The study by Meloche and colleagues focused on the role of BRD4 in proliferation and apoptosis of smooth muscle cells in the coronary artery. However, aside from smooth muscle cells, endothelial cells can contribute to vascular remodeling process in PAH and CAD. Endothelial dysfunction in CAD precedes adherence and extravasation of inflammatory monocytes, which differentiate into pathogenic foam cells in atherosclerotic plaques. Moreover, endothelial cells can indirectly aggravate disease pathogenesis by releasing inflammatory cytokines. Since endothelial dysfunction is a common pathogenic feature in PAH and CAD13, BRD4 signaling in endothelial cells may play a role in CAD development in PAH patients. Interestingly, a recent paper14 revealed the role of BRD4 in producing inflammatory cytokines, such and IL-6 and IL-8, by pulmonary endothelial cells. Clearly, future studies are warranted to investigate BRD4 signaling in coronary artery endothelial cells in patients with PAH and CAD. Moreover, since inflammatory macrophages and T cells are the major sources of IL-6 in tissues, it is possible that these inflammatory cells are recruited in the perivascular space and then induce smooth muscle cell proliferation by increasing BRD4 expression, suggesting a complex crosstalk between these cell types (Figure 1).
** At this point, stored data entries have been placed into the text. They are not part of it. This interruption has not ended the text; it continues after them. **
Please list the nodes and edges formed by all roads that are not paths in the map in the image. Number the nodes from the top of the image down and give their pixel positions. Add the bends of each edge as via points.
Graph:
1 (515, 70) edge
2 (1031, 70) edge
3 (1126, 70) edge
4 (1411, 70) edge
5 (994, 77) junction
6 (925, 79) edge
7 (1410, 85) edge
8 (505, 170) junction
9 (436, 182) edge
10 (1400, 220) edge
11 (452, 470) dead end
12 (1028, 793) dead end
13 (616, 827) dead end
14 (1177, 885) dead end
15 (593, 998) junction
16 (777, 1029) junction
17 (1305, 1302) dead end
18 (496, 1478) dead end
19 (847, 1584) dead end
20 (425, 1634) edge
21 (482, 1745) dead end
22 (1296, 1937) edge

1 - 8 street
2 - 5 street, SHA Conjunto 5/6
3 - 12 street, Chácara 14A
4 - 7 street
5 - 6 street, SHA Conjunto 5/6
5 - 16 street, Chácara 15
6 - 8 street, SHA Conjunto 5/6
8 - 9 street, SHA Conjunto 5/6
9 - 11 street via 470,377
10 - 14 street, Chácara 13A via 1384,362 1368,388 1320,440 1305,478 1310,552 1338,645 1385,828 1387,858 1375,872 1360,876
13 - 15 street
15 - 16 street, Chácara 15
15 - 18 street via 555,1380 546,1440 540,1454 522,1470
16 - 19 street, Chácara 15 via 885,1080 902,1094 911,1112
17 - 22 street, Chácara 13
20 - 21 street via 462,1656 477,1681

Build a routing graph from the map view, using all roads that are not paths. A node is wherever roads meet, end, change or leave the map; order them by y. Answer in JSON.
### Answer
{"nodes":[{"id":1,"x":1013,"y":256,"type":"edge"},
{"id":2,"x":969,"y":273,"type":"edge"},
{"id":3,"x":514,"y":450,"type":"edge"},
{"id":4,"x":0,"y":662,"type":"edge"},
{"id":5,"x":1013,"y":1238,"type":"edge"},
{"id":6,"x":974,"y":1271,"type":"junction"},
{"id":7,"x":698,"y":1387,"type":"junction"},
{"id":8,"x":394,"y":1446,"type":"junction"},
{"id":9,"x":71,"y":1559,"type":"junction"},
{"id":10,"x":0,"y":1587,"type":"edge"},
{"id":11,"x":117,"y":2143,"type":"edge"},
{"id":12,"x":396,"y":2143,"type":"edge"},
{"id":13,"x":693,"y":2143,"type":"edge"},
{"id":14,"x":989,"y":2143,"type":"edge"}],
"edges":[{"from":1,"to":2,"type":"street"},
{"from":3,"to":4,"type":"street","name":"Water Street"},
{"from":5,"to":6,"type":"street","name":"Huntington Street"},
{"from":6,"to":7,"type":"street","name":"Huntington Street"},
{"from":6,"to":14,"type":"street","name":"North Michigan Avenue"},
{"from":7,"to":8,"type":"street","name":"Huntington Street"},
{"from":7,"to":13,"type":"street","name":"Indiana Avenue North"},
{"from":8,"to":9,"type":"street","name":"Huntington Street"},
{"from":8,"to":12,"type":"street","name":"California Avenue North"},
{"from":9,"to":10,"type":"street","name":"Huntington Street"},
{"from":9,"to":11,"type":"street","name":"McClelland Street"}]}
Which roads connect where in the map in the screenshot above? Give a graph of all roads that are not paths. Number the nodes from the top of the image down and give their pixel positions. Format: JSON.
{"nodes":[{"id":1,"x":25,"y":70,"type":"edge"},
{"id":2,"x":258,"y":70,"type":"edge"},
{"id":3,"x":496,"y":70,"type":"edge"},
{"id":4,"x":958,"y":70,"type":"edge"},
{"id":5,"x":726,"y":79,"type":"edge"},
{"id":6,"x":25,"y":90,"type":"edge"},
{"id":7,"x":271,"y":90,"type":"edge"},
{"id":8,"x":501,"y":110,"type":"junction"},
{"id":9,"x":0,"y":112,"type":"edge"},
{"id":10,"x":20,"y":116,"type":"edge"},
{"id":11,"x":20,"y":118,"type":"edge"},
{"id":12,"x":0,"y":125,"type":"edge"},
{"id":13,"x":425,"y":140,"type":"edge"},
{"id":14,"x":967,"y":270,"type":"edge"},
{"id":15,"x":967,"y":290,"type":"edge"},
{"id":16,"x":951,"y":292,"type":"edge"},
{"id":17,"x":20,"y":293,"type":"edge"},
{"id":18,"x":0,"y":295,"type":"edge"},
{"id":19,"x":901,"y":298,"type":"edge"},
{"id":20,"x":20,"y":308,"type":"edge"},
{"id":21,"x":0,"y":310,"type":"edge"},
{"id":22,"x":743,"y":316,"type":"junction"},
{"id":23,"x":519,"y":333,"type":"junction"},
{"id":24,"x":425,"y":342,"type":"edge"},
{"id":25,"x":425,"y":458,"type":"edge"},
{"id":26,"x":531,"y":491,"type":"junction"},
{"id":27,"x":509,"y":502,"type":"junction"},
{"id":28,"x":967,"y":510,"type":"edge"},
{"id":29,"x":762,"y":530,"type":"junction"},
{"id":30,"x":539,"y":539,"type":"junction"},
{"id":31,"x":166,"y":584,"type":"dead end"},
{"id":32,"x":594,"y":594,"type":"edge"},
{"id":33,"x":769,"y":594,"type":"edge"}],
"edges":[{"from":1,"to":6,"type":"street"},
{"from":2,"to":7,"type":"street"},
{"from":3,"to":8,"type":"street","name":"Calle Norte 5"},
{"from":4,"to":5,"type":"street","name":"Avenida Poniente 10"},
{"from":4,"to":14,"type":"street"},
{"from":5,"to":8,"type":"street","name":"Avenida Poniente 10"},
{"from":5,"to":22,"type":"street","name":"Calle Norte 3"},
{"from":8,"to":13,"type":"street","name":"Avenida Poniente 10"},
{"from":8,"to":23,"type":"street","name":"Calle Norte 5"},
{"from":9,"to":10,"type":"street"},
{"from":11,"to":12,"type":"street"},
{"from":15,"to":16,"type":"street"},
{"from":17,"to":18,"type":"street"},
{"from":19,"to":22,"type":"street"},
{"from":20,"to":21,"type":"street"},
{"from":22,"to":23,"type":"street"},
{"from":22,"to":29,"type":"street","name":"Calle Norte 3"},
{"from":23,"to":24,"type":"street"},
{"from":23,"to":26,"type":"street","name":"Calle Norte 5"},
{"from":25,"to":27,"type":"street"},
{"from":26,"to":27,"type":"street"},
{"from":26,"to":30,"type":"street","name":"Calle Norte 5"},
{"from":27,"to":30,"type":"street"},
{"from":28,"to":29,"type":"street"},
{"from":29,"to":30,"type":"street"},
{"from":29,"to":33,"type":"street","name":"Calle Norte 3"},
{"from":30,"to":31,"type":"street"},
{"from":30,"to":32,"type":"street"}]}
Another hallmark of CAD is presence of atherosclerotic plaques, but it is not currently known if IL-6-mediated DNA damage and epigenetic modifications can mediate plaque development. It would also be interesting to know if the drugs commonly used in CAD, such as statins and aspirin, or anti-inflammatory therapies currently tested in clinical trial like methotrexate15 (decreasing IL-6 levels) or canakinumab16 (anti-IL-1β antibody) can reduce BRD4 expression. As suggested by the authors, smooth muscle cell proliferation directly contributes to distal CAD by inducing vasoconstriction and reducing coronary perfusion. It is also widely assumed that proliferation of smooth muscle cell and their participation in the formation of a protective smooth muscle cell-rich, collagen-rich fibrous cap protects against plaque rupture in coronary arteries17, 18. Whether BRD4 contributes to these disparate properties of the atherosclerotic lesion remains to be studied.
In conclusion, this interesting study provides new evidence suggesting that PAH is a systemic disease affecting other organs such as the systemic vasculature and heart. Future studies will be required to untangle the interactions and clearly define causality and new therapies that capitalize on this new knowledge.